A digest of the top business technology news stories from the past week, beginning with the news EU VAT rules that will affect digital services providers will arise on 1 January.
EU VAT rules for B2C tech firms and telcos to hit on 1 January
New EU VAT rules that will affect providers of digital services, such as telecoms, software and streaming, will arise on 1 January to simplify online processing of VAT returns based on consumer transactions in Europe.
In a scheme known as the Mini One Stop Shop (MOSS) that is being jointly promoted by IDA Ireland and the Irish Revenue Commissioners, tech firms will be able to submit VAT returns online in one country rather than across a multitude of countries.
The aim of the new MOSS structure is to simplify how suppliers of digital services across Europe meet their tax obligations.
Apple defeats US$1bn antitrust lawsuit over iPod music
Consumer tech giant Apple has won the legal case brought against it by makers of MP3 players, avoiding as much as US$1bn in fines.
The lawsuit that had been rumbling on for nearly a decade had arisen after a group of companies that produced MP3 players claimed Apple subverted the music-player industry by forcing users of the iTunes program, with its copyright software FairPlay, to only allow music to be listened through an Apple iPod.
By including the FairPlay software, Apple restricted users from sharing music they had purchased through iTunes with other MP3 players between 2006 and 2009 over fears it could encourage music piracy.
Xiaomi now one of top 5 smartphone makers in the world – Gartner
Chinese consumer electronics player Xiaomi for the first time has entered the top 5 of global smartphone makers worldwide, reported information technology research and advisory firm Gartner.
Xiaomi experienced the highest growth of the third quarter of 2014, with an increase of 336pc driven by strong performance in China, where it became market leader. In the quarter, three of the top 5 smartphone vendors were Chinese. Huawei, Xiaomi and Lenovo grew their collective market share by 4.1 percentage points.

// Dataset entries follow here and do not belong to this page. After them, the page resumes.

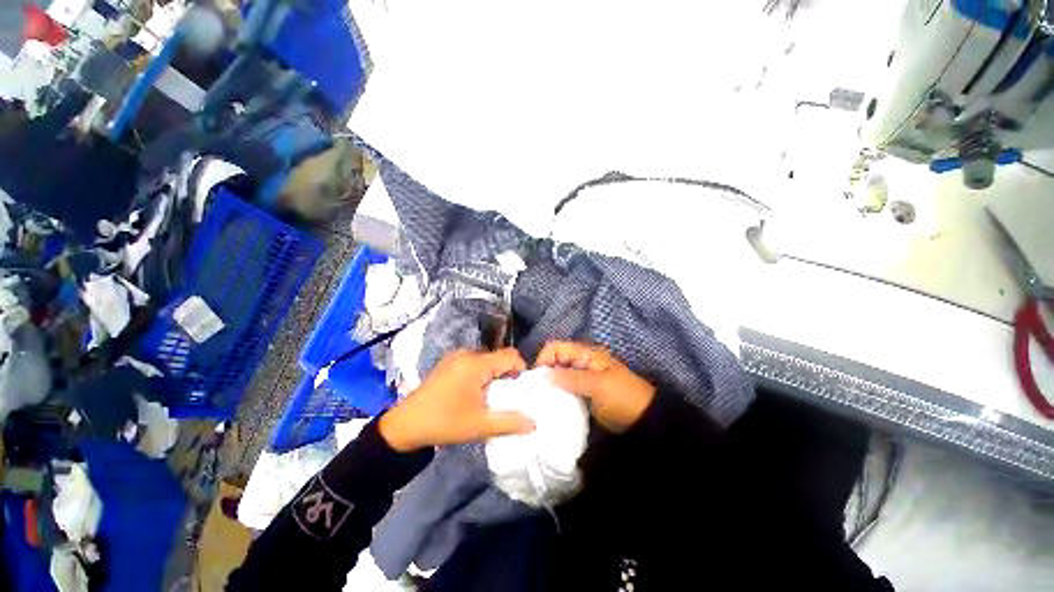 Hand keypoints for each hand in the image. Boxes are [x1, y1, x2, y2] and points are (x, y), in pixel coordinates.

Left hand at [379, 349, 535, 451]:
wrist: (405, 425)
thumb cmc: (444, 423)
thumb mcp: (479, 426)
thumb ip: (509, 422)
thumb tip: (533, 423)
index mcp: (476, 363)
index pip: (510, 356)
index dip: (522, 369)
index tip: (521, 389)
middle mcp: (467, 353)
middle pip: (498, 357)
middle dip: (507, 373)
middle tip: (507, 395)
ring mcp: (455, 356)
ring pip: (486, 359)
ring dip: (493, 373)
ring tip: (491, 395)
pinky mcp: (448, 362)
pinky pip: (473, 362)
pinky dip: (481, 372)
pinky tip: (475, 392)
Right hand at [536, 341, 655, 432]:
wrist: (642, 420)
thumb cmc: (622, 397)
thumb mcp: (598, 386)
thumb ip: (572, 378)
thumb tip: (545, 374)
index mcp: (586, 354)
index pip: (557, 348)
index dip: (544, 358)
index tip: (535, 378)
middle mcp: (581, 362)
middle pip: (555, 360)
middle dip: (543, 372)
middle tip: (534, 391)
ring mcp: (581, 377)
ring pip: (558, 375)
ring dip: (549, 384)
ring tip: (538, 399)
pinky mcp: (581, 392)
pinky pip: (564, 388)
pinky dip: (556, 393)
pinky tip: (549, 404) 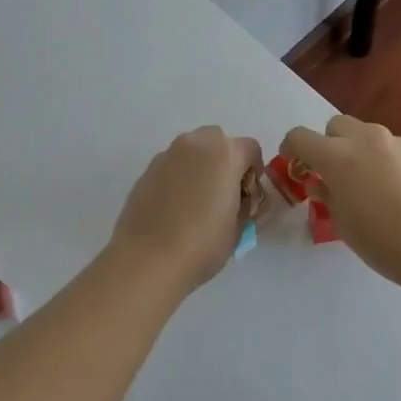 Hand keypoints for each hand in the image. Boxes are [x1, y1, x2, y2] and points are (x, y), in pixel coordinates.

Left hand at [110, 127, 262, 293]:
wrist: (148, 259)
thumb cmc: (202, 244)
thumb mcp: (239, 227)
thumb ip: (245, 205)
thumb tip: (239, 200)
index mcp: (224, 153)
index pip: (250, 150)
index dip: (254, 174)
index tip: (247, 199)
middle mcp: (195, 144)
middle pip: (218, 142)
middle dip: (225, 163)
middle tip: (223, 196)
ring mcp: (167, 155)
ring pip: (192, 151)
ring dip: (200, 168)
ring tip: (197, 203)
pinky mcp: (146, 171)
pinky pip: (171, 166)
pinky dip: (178, 178)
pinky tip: (175, 208)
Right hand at [281, 116, 400, 293]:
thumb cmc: (385, 242)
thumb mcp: (343, 225)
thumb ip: (328, 196)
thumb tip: (323, 183)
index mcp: (338, 157)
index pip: (300, 137)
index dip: (291, 148)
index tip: (294, 163)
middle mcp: (366, 140)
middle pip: (336, 125)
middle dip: (329, 144)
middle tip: (334, 174)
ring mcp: (398, 143)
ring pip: (368, 135)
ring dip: (360, 152)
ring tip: (371, 186)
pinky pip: (394, 150)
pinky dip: (387, 163)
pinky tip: (400, 193) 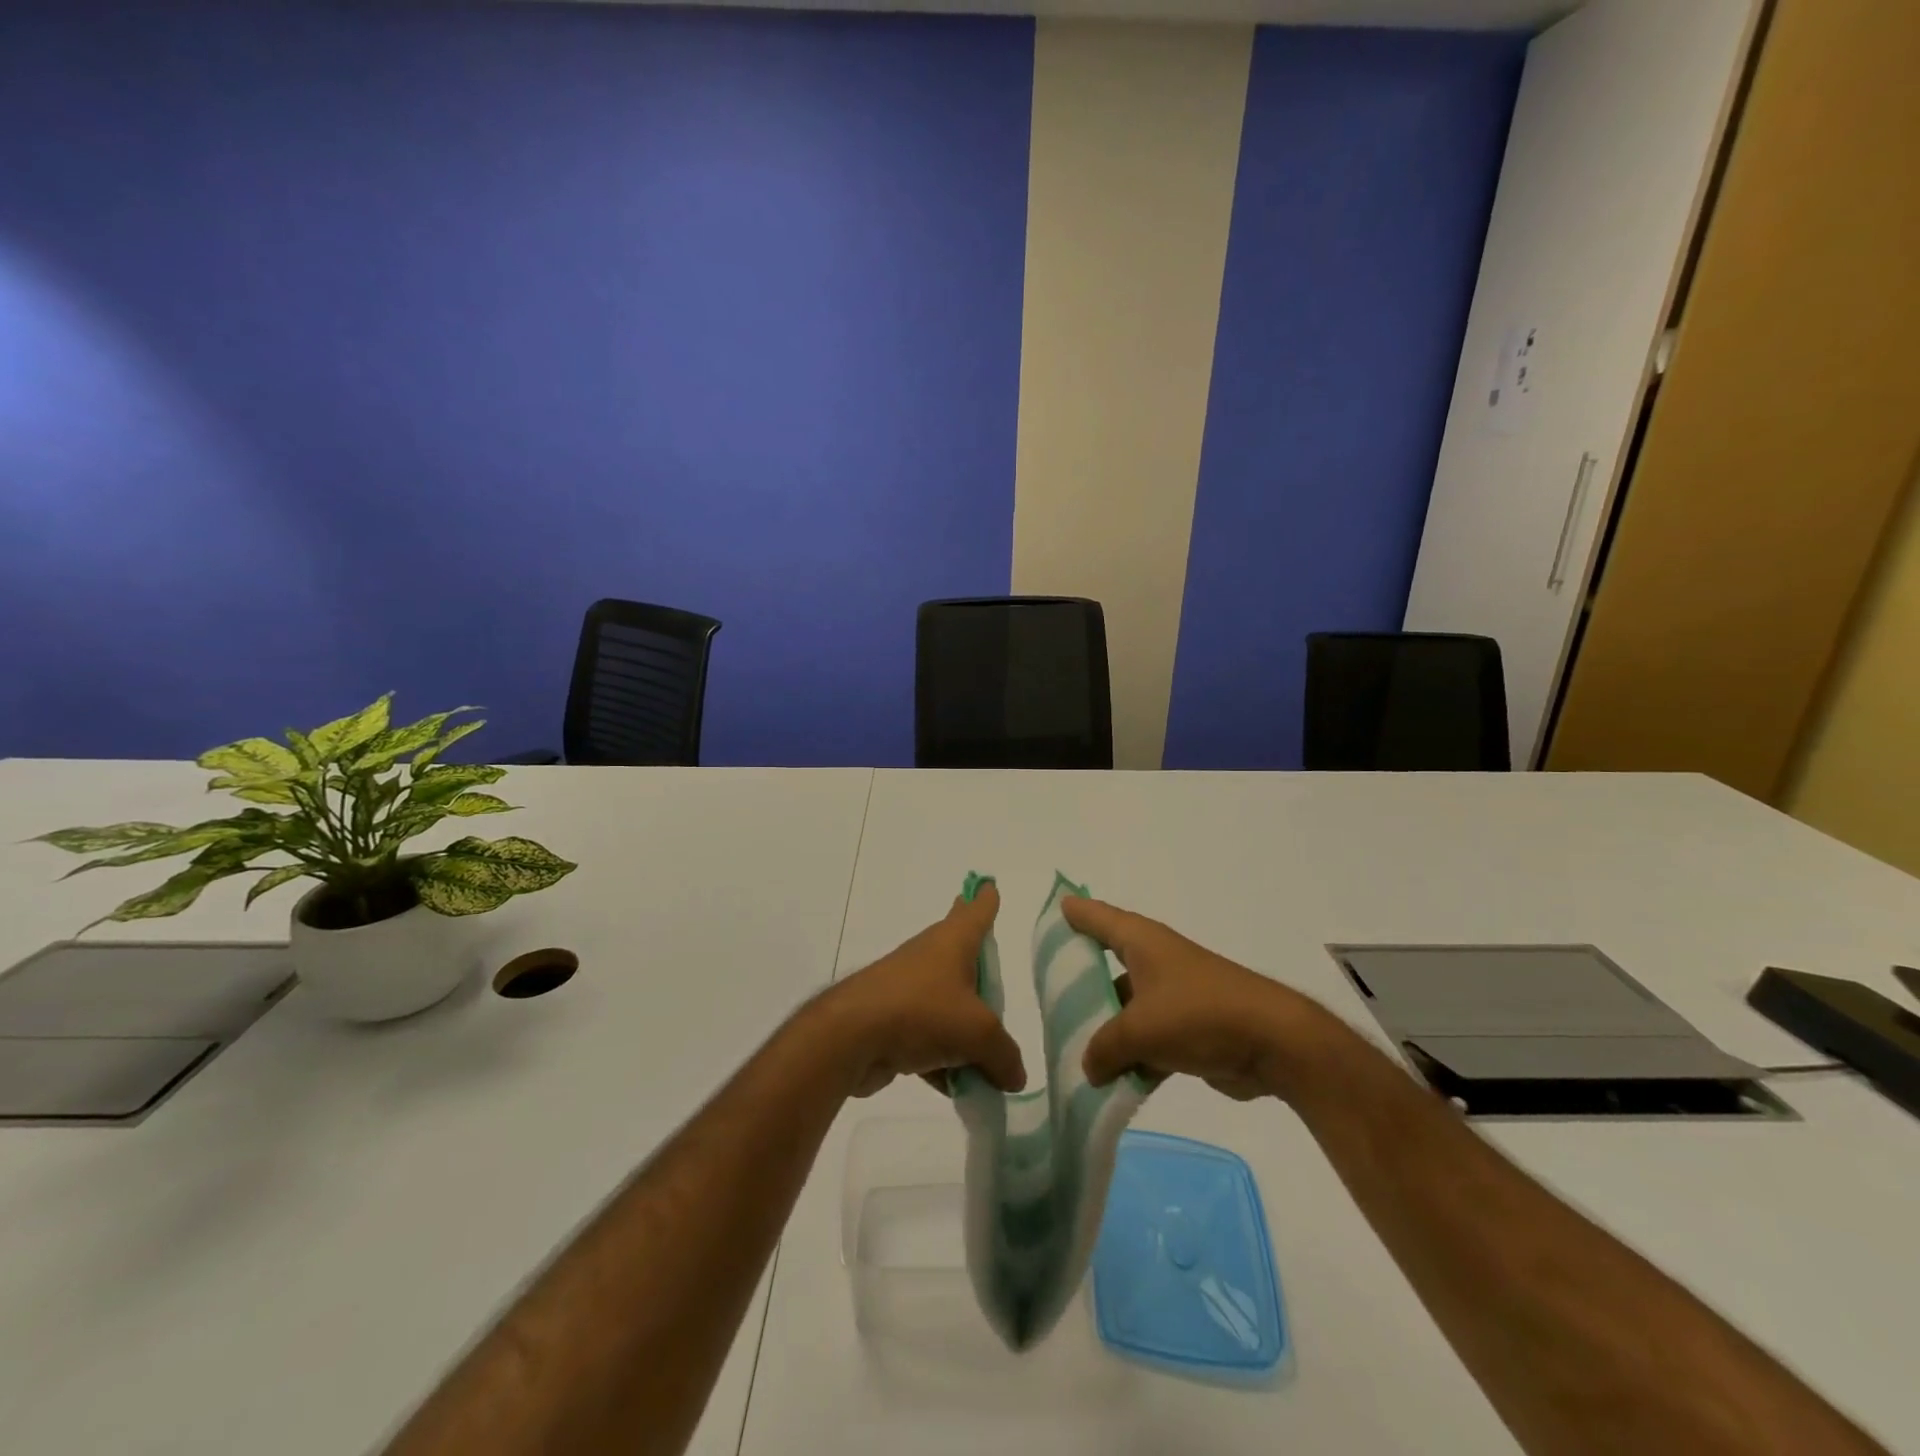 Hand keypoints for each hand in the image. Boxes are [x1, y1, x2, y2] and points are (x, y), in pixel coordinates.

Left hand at [818, 882, 1026, 1097]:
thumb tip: (1015, 1075)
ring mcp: (907, 988)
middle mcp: (930, 957)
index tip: (989, 886)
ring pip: (945, 1001)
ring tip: (988, 1057)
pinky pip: (927, 1037)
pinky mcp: (891, 1021)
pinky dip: (941, 1057)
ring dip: (963, 1026)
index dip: (986, 899)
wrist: (850, 1037)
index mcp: (953, 942)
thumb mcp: (978, 1034)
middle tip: (988, 956)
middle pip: (959, 951)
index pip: (976, 911)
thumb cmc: (921, 1012)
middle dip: (974, 956)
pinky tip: (956, 1088)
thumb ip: (1004, 1055)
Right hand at [1062, 896, 1327, 1100]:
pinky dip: (1132, 1057)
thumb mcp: (1138, 1030)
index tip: (1053, 910)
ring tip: (1072, 1051)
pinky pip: (1148, 1038)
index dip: (1074, 913)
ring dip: (1106, 1030)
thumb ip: (1103, 1048)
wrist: (1273, 1043)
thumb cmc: (1198, 1015)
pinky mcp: (1189, 1028)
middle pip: (1107, 965)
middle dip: (1080, 982)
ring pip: (1126, 1008)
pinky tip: (1111, 1082)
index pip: (1098, 917)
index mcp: (1141, 942)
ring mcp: (1173, 995)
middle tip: (1046, 998)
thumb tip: (1089, 1067)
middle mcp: (1155, 960)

Apple’s and Samsung’s combined smartphone share totalled 37pc in the third quarter of 2014, down 7 percentage points from the same period last year.
Worldwide sales of mobile phones to end users were flat in the third quarter of 2014, according to Gartner. However, sales of smartphones to end users grew 20.3pc to reach 301m units.
Samsung may launch Apple Pay rival
Consumer electronics giant Samsung appears to be putting deals in place with a mobile payments start-up to launch a rival system to Apple Pay sometime in 2015.
Much like Apple Pay, which was launched in the US earlier this year, the mobile payments system would allow Samsung phone owners with the software to pay for items through the phone’s NFC tag, using credit-card information stored on the device.
According to Re/code, sources within Samsung have suggested the start-up LoopPay, which offers a contactless payment service, will be providing the software behind the Samsung system.
Google fine in the offing as Dutch set ultimatum
This all stems from a 2013 investigation by Dutch authorities, which found Google broke state laws by sharing personal data across its suite of services. Basically, information from its search engine was used, along with data acquired through location services, for example.
According to PCWorld, Google recently sent a letter to authorities in Germany, France, Italy, Spain, the UK and the Netherlands, announcing a number of measures to comply with EU privacy laws. The Dutch DPA “has not yet established whether the proposed measures will end all the violations,” it said.
Amazon to push stockroom staff to new limits with one-hour delivery
E-commerce giant Amazon is now going to offer residents of New York City, who are Amazon Prime members, the chance to receive their orders in just one hour.
Launched under the title Amazon Prime Now, the service has the high street firmly in its sight. By accessing the service through the company’s new Prime Now app, users can select the one-hour service for many products that would be available in a supermarket, including paper towels, shampoo, books and toys.
So far restricted to certain areas within Manhattan in the bustling metropolis that is New York City, with delivery times starting from 6am, consumers could get their eggs and bacon by 7am.
However, if customers want their order within an hour, they better make it count – the cost for delivery is US$7.99.